Hacker News new | ask | show | jobs
by physguy1123 2882 days ago
In my experience, writing java (or groovy here) in c++ results in horribly slow code which the jvm runs circles around, and it sounds like that's the problem your employee ran into.

> But for all the applications where the high performance code is in niches at the edge and there simply aren't resources or expertise to fully tune the native implementation

It's interesting you say this, because in my experience it's the JVM which requires absurd amounts of tuning and native programs which are much more consistent. The proper and easier way that native programs are written lends itself to fairly respectable performance, mostly because the object and stack model of say C or C++ is so much friendlier to the CPU than in most dynamic languages.

In general, for all that I hear statements along this line, I've only twice seen code to back it up, and the C was so de-optimized from the OCaml version that I suspect it was intentional - the author (same for each) was a consultant for functional languages, and in one case switched the C inner loop to use indirect calls for every iteration and in the other switched the hash function between the C and functional comparison.

3 comments

In addition, a lot of the techniques used to write high-performance Java boil down to "write it like C". Avoid interfaces, avoid polymorphic virtual calls (as you can't avoid virtuals entirely), avoid complex object graphs, avoid allocating as much as possible...it's not nearly as nice as naive Java. Still nicer than C IMO. If your process segfaults you can know for certain that it's a platform bug.
The other thing that makes Java nicer than C is the ease and depth with which you can profile it to discover where the bottlenecks actually are. While it's certainly possible to profile in both cases, the runtime reflective and instrumentation capabilities of the JVM really add a lot of power to it.
There's this classic paper from Google that runs an optimisation competition on the same program written in C++, Java, Scala and Go:

https://days2011.scala-lang.org/sites/days2011/files/ws3-1-H...

This is great benchmark of the fundamental problems with say Java - the code itself is fairly simple and the JITs probably generate optimal code given their constraints, but the performance problems clearly show that the GC and pointer chasing really hinder your performance.

If you add in cases where simd, software prefetching, or memory access batching help, the difference will only grow.

It’s not native vs VM, but rather “has stack semantics/value types” vs “no stack semantics/value types”. In particular, OCaml’s standard implementation is a native, not VM.

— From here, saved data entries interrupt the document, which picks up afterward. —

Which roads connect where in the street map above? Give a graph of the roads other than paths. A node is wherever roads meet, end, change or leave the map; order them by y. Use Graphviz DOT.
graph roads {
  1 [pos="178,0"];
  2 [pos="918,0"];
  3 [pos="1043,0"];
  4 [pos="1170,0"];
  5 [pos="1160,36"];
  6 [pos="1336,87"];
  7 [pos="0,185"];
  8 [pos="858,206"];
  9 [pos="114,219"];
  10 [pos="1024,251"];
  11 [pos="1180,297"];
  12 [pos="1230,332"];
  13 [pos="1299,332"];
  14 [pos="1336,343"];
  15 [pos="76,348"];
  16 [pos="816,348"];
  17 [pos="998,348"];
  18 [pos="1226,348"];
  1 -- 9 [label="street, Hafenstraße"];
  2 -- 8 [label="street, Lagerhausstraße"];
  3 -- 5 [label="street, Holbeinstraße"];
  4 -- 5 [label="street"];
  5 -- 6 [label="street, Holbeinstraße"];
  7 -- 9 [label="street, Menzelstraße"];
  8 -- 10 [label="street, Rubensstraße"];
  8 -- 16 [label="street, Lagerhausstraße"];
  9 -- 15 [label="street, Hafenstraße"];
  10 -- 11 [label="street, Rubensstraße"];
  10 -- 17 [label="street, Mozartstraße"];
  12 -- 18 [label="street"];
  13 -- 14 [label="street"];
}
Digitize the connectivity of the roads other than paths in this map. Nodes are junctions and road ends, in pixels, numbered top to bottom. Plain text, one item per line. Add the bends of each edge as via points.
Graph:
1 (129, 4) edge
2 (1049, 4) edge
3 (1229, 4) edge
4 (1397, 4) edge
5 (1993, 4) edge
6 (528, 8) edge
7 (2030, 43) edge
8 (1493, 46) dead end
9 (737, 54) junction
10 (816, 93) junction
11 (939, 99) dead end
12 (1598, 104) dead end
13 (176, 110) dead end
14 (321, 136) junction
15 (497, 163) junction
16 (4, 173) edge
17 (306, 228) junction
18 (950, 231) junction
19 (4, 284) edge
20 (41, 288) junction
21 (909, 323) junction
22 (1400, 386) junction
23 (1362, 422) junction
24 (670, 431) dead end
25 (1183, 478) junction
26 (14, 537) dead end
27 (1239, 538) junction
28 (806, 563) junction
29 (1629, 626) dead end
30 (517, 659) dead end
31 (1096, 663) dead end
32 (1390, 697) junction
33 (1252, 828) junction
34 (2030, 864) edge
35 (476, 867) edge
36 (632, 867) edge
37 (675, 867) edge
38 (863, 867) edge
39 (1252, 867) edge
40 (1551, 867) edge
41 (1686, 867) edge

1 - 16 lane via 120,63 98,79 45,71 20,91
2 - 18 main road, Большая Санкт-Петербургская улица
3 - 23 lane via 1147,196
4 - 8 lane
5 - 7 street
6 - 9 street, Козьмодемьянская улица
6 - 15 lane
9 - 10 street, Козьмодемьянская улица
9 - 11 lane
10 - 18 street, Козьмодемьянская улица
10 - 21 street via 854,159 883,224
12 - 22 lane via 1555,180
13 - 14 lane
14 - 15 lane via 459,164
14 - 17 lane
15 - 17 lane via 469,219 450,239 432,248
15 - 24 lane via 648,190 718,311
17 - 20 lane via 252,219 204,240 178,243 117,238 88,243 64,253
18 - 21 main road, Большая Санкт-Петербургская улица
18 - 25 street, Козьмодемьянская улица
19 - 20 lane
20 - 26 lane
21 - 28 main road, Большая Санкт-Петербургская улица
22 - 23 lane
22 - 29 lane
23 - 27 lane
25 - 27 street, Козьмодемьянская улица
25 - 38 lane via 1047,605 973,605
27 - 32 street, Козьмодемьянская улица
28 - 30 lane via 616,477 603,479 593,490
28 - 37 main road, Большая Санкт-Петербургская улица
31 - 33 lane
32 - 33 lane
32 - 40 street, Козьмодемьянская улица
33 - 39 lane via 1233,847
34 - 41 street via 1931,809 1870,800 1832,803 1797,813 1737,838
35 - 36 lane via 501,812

Also worth calling out Go, which is rather unique in that it has stack semantics but it also has a garbage collector, so it’s kind of the best of both worlds in terms of ease of writing correct, performant code.

Go is not rather unique in having GC and stack semantics, there are plenty of languages that have it, all the way back to Mesa/Cedar and CLU.
I should have been more clear I guess; I was comparing it to other popular languages. Few have value types and many that do (like C#) regard them as second-class citizens.
But go has an imprecise GC (in reference implementation) or stack maps (in gccgo), so the GC overhead is rather huge. It also lacks of compaction, so cache misses are not that good too.
Not sure what you mean by imprecise, but Go’s GC does trade throughput for latency. The overhead still isn’t huge if only because there is so much less garbage than in other GC languages. I’m also surprised by your cache misses claim; Go has value types which are used extensively in idiomatic code so generally the cache properties seem quite good—maybe my experience is abnormal?
>Not sure what you mean by imprecise

It's a rigid term:

https://en.wikipedia.org/wiki/Tracing_garbage_collection#Pre...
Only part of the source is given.